Dataset records
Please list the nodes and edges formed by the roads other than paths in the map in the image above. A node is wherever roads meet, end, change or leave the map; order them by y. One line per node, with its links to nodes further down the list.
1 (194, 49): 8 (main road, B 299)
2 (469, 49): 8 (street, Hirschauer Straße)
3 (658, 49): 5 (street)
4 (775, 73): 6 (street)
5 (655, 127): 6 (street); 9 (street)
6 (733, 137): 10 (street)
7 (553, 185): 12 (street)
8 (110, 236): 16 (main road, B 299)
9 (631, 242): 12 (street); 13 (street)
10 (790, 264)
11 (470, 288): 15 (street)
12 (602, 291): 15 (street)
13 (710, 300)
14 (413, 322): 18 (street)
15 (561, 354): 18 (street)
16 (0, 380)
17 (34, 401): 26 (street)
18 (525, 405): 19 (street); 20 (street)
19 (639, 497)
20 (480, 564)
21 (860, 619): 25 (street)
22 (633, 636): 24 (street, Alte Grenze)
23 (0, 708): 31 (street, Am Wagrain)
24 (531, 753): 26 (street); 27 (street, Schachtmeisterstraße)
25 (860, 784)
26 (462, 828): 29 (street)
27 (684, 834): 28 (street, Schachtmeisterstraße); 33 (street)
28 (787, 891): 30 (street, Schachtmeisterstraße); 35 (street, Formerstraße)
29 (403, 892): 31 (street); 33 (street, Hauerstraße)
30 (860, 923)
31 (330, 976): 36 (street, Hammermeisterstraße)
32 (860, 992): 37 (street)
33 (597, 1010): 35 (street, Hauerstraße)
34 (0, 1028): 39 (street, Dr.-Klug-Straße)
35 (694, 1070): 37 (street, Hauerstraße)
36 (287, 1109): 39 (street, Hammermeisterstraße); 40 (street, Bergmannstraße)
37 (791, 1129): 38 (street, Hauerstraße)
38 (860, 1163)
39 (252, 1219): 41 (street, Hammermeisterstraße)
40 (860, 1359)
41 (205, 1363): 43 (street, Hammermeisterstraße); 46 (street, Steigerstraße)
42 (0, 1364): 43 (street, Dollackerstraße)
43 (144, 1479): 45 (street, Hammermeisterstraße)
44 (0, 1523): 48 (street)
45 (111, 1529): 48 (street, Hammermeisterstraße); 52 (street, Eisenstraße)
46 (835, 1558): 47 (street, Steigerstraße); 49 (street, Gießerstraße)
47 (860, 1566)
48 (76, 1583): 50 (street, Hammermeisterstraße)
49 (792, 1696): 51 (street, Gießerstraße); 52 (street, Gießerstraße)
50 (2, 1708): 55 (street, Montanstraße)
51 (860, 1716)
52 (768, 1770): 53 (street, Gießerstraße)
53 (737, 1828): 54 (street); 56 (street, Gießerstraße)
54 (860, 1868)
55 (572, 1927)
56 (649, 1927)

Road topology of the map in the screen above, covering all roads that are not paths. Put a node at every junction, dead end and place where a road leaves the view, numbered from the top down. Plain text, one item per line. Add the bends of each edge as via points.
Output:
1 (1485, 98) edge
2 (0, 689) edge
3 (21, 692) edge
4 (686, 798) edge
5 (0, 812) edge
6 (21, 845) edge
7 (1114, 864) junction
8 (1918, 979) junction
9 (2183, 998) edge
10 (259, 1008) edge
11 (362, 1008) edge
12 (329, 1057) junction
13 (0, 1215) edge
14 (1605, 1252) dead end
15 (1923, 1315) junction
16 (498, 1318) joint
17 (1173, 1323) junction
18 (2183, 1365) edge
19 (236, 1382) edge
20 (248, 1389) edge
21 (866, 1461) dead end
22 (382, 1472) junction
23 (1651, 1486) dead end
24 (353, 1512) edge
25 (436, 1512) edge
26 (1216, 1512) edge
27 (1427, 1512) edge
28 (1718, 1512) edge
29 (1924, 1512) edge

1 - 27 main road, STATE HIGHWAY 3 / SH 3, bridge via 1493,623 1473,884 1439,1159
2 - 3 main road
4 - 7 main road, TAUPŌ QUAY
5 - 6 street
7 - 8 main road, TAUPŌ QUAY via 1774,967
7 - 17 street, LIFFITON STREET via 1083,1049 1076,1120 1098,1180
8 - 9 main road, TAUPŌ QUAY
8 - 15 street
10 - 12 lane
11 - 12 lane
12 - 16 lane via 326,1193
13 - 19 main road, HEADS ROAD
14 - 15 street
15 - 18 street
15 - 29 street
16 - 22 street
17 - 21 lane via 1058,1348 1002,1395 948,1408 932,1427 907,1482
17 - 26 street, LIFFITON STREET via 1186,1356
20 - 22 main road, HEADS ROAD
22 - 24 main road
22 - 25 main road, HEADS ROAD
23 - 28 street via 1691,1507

→ What you should do:
Sift the data above for lines with "Schachtmeisterstraße", then copy each one.

→ Written solution:
24 (531, 753): 26 (street); 27 (street, Schachtmeisterstraße)
27 (684, 834): 28 (street, Schachtmeisterstraße); 33 (street)
28 (787, 891): 30 (street, Schachtmeisterstraße); 35 (street, Formerstraße)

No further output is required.